* _DATASET EXCERPTS_:
________________________
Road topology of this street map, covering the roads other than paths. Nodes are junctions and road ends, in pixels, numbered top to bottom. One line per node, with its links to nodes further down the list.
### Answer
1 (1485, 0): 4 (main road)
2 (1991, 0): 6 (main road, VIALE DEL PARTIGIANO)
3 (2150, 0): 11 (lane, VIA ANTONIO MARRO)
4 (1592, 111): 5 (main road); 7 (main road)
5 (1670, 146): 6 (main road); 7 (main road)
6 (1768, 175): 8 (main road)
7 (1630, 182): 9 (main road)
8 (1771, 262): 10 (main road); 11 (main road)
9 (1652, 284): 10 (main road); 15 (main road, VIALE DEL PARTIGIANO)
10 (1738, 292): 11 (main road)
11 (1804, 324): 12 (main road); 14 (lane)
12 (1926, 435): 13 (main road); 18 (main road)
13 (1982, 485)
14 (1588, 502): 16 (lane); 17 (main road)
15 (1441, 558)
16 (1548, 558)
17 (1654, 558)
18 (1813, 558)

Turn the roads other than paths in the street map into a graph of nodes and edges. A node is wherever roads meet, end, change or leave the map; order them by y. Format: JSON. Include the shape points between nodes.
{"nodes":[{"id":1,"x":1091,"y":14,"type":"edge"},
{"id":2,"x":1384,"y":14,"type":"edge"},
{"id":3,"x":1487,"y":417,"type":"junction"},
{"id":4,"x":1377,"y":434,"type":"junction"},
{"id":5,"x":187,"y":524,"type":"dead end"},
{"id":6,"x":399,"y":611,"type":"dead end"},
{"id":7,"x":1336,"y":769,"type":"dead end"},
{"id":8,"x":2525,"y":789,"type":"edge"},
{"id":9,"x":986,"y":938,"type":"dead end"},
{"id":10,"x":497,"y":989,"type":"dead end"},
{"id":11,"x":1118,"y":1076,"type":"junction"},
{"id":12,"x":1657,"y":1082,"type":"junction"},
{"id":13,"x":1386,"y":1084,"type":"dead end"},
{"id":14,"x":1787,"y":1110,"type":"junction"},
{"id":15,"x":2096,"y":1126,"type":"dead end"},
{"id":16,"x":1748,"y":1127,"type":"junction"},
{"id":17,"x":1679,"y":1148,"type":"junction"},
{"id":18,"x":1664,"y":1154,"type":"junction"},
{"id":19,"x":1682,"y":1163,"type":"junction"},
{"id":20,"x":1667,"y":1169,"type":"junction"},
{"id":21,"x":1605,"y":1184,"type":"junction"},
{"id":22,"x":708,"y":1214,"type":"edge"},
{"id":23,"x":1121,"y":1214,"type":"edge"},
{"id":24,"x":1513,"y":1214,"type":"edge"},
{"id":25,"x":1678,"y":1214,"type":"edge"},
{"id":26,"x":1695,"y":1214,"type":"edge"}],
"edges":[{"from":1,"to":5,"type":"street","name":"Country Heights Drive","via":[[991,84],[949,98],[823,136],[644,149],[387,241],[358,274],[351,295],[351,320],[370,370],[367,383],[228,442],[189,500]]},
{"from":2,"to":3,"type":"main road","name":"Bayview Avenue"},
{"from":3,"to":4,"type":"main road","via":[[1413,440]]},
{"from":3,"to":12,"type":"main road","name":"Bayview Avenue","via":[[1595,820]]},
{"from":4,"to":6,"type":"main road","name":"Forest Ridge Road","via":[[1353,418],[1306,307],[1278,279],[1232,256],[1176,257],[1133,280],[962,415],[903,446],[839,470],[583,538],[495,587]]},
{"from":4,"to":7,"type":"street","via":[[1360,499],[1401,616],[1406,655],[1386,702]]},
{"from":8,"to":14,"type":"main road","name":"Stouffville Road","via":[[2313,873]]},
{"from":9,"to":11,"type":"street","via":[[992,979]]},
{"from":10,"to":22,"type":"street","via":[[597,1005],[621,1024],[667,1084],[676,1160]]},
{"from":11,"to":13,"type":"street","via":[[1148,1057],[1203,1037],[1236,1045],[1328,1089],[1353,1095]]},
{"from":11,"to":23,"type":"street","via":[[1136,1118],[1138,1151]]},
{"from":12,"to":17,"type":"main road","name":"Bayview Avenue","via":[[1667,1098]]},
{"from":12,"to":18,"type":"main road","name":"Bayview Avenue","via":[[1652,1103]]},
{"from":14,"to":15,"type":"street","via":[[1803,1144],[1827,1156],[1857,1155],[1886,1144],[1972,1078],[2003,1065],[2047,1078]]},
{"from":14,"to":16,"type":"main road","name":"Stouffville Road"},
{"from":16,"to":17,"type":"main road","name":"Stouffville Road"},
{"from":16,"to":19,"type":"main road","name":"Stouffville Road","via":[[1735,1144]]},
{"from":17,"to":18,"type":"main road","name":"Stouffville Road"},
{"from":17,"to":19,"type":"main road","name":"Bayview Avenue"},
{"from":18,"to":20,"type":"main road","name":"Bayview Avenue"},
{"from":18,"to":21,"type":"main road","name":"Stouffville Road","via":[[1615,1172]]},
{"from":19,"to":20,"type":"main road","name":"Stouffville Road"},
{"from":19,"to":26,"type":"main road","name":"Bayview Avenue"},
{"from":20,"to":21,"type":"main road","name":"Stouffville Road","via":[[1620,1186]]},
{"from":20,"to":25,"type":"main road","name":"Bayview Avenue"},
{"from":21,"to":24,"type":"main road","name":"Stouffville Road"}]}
________________________
* _PROBLEM REQUIREMENTS_:
Look for the word "other" in the data, then return every line that contains it.

* _TASK ANSWER_:
Road topology of this street map, covering the roads other than paths. Nodes are junctions and road ends, in pixels, numbered top to bottom. One line per node, with its links to nodes further down the list.
Turn the roads other than paths in the street map into a graph of nodes and edges. A node is wherever roads meet, end, change or leave the map; order them by y. Format: JSON. Include the shape points between nodes.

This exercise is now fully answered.